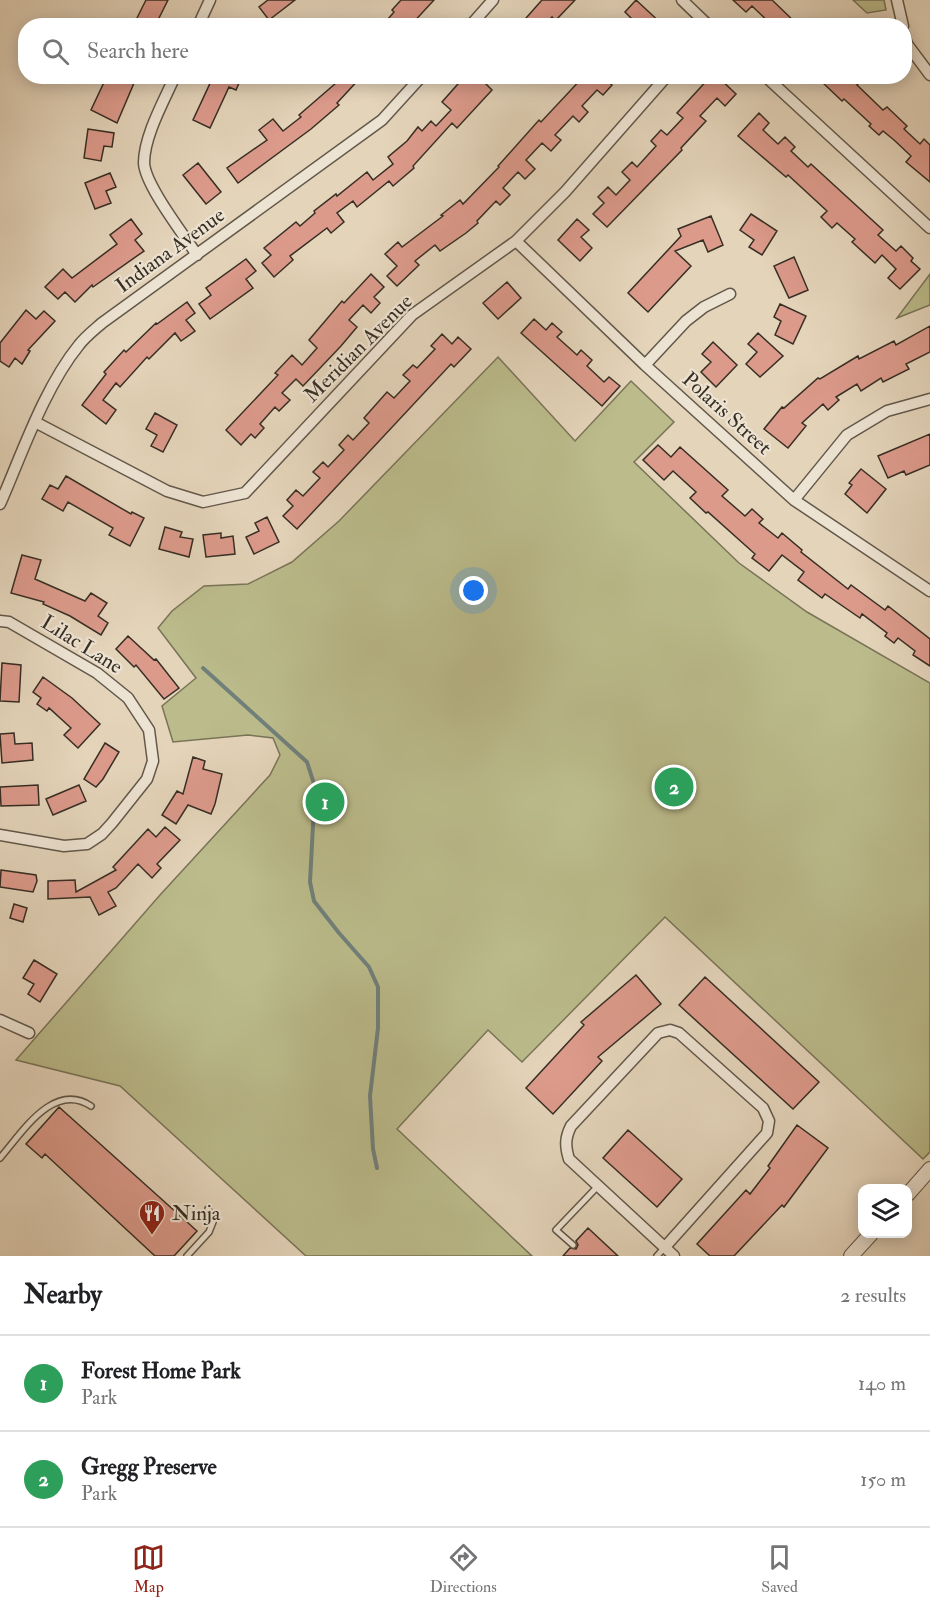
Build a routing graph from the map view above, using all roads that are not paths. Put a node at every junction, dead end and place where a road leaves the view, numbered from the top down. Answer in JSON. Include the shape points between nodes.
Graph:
{"nodes":[{"id":1,"x":210,"y":0,"type":"edge"},
{"id":2,"x":493,"y":0,"type":"edge"},
{"id":3,"x":682,"y":0,"type":"edge"},
{"id":4,"x":897,"y":0,"type":"edge"},
{"id":5,"x":202,"y":18,"type":"edge"},
{"id":6,"x":477,"y":18,"type":"edge"},
{"id":7,"x":701,"y":18,"type":"edge"},
{"id":8,"x":901,"y":18,"type":"edge"},
{"id":9,"x":912,"y":51,"type":"edge"},
{"id":10,"x":930,"y":75,"type":"edge"},
{"id":11,"x":171,"y":84,"type":"edge"},
{"id":12,"x":415,"y":84,"type":"edge"},
{"id":13,"x":660,"y":84,"type":"edge"},
{"id":14,"x":774,"y":84,"type":"edge"},
{"id":15,"x":930,"y":228,"type":"edge"},
{"id":16,"x":516,"y":242,"type":"junction"},
{"id":17,"x":197,"y":255,"type":"junction"},
{"id":18,"x":730,"y":294,"type":"dead end"},
{"id":19,"x":645,"y":365,"type":"junction"},
{"id":20,"x":930,"y":399,"type":"edge"},
{"id":21,"x":35,"y":422,"type":"junction"},
{"id":22,"x":794,"y":500,"type":"junction"},
{"id":23,"x":0,"y":504,"type":"edge"},
{"id":24,"x":930,"y":591,"type":"edge"},
{"id":25,"x":0,"y":621,"type":"edge"},
{"id":26,"x":0,"y":835,"type":"edge"},
{"id":27,"x":0,"y":1020,"type":"edge"},
{"id":28,"x":29,"y":1033,"type":"dead end"},
{"id":29,"x":91,"y":1106,"type":"dead end"},
{"id":30,"x":0,"y":1158,"type":"edge"},
{"id":31,"x":930,"y":1169,"type":"edge"},
{"id":32,"x":598,"y":1186,"type":"junction"},
{"id":33,"x":912,"y":1189,"type":"edge"},
{"id":34,"x":208,"y":1209,"type":"dead end"},
{"id":35,"x":867,"y":1238,"type":"edge"},
{"id":36,"x":573,"y":1245,"type":"dead end"},
{"id":37,"x":665,"y":1247,"type":"junction"},
{"id":38,"x":187,"y":1256,"type":"edge"},
{"id":39,"x":657,"y":1256,"type":"edge"},
{"id":40,"x":674,"y":1256,"type":"edge"},
{"id":41,"x":851,"y":1256,"type":"edge"}],
"edges":[{"from":1,"to":5,"type":"street"},
{"from":2,"to":6,"type":"street"},
{"from":3,"to":7,"type":"street"},
{"from":4,"to":8,"type":"street"},
{"from":9,"to":10,"type":"street"},
{"from":11,"to":17,"type":"street","via":[[151,129],[144,164],[155,193]]},
{"from":12,"to":17,"type":"street","name":"Indiana Avenue","via":[[382,120]]},
{"from":13,"to":16,"type":"street","name":"Meridian Avenue"},
{"from":14,"to":15,"type":"street"},
{"from":16,"to":19,"type":"street","name":"Polaris Street"},
{"from":16,"to":21,"type":"street","name":"Meridian Avenue","via":[[412,315],[245,493],[202,502],[167,491]]},
{"from":17,"to":21,"type":"street","name":"Indiana Avenue","via":[[102,323],[80,344],[62,369]]},
{"from":18,"to":19,"type":"street","via":[[687,321]]},
{"from":19,"to":22,"type":"street","name":"Polaris Street"},
{"from":20,"to":22,"type":"street","via":[[887,411],[847,435]]},
{"from":21,"to":23,"type":"street","name":"Indiana Avenue"},
{"from":22,"to":24,"type":"street","name":"Polaris Street"},
{"from":25,"to":26,"type":"street","name":"Lilac Lane","via":[[9,622],[88,668],[128,698],[149,730],[153,761],[147,779],[102,834],[87,844],[64,846]]},
{"from":27,"to":28,"type":"street"},
{"from":29,"to":30,"type":"lane","via":[[82,1101],[56,1101]]},
{"from":31,"to":33,"type":"street"},
{"from":32,"to":36,"type":"lane","via":[[556,1230]]},
{"from":32,"to":37,"type":"street"},
{"from":32,"to":37,"type":"street","via":[[569,1159],[566,1137],[571,1126],[658,1033],[679,1033],[763,1108],[768,1120],[767,1134]]},
{"from":34,"to":38,"type":"lane","via":[[213,1222],[209,1232]]},
{"from":35,"to":41,"type":"street"},
{"from":37,"to":39,"type":"lane"},
{"from":37,"to":40,"type":"street"}]}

---

Your objective
Find the word "Indiana" in the listing above, then copy each line where it turns up.

Task solution
{"from":12,"to":17,"type":"street","name":"Indiana Avenue","via":[[382,120]]},
{"from":17,"to":21,"type":"street","name":"Indiana Avenue","via":[[102,323],[80,344],[62,369]]},
{"from":21,"to":23,"type":"street","name":"Indiana Avenue"},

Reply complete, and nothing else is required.